Nous continuâmes à monter, dépassait Bruno et sa société qui s’était arrêtée à causer avec le propriétaire du foin. La gorge désolée déboucha enfin dans des champs de maïs ; nous traversâmes un village assez misérable avec des balcons croulans, des pignons noircis et une fourmilière d’enfans accourus pour nous voir passer. Une large vallée fraîche et verte, — au-delà un chaos, formé il y a cent ans par la chute de certaine crête de montagne qui écrasa les gens, et les maisons et les troupeaux, arrêtant la rivière et créant un lac bleu ; — et l’autre bout du lac, un village ; — nous étions arrivés.

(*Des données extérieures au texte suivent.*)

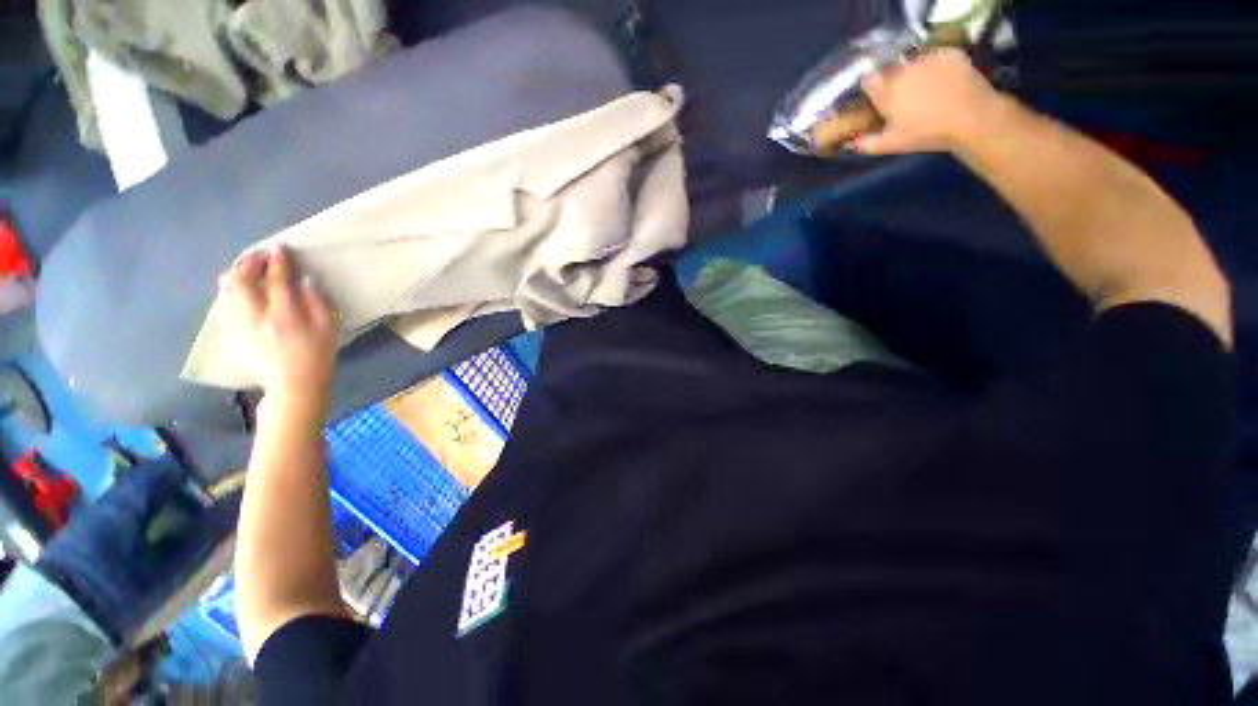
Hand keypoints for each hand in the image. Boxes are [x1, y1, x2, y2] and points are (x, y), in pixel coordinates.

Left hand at [220, 244, 336, 408]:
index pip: (278, 281)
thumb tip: (305, 281)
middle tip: (259, 255)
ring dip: (235, 274)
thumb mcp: (327, 330)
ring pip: (227, 292)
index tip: (279, 247)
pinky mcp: (235, 332)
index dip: (279, 262)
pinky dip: (229, 290)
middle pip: (242, 282)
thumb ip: (317, 303)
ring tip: (245, 266)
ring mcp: (242, 325)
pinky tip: (237, 286)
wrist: (293, 385)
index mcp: (284, 316)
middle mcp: (257, 317)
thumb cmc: (317, 356)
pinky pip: (225, 304)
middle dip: (249, 264)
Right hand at [851, 48, 1001, 155]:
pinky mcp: (949, 54)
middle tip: (904, 98)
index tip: (875, 96)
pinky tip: (944, 81)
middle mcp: (903, 70)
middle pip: (891, 70)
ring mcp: (927, 59)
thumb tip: (849, 143)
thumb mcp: (891, 144)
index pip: (868, 80)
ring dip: (916, 73)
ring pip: (914, 63)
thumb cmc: (926, 133)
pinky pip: (937, 57)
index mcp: (886, 91)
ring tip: (927, 90)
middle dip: (894, 81)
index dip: (870, 87)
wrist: (970, 118)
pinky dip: (938, 67)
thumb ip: (866, 143)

La musique retentissait dans la rue ; les garçons, marchant bras dessus bras dessous, en longs gilets à fleurs, une plume au chapeau, lançaient dans les airs à pleine voix un trille joyeux. C’était jour de fête ; chacun avait endossé sa chemise blanche, tous les enfans étaient débarbouillés en l’honneur de saint Barthélemy ; les mères se reposaient sur le pas de leurs portes, les pères fumaient leurs pipes à couvercle d’argent, et un grand jeu de pallone avait été organisé dans la rue du village. Notre arrivée détourna l’attention de quelques badauds, mais non pas celle des joueurs. Leurs balles volaient au-dessus des toits, frappaient quelquefois une fenêtre et étaient violemment relancées dehors aux cris du peuple excité.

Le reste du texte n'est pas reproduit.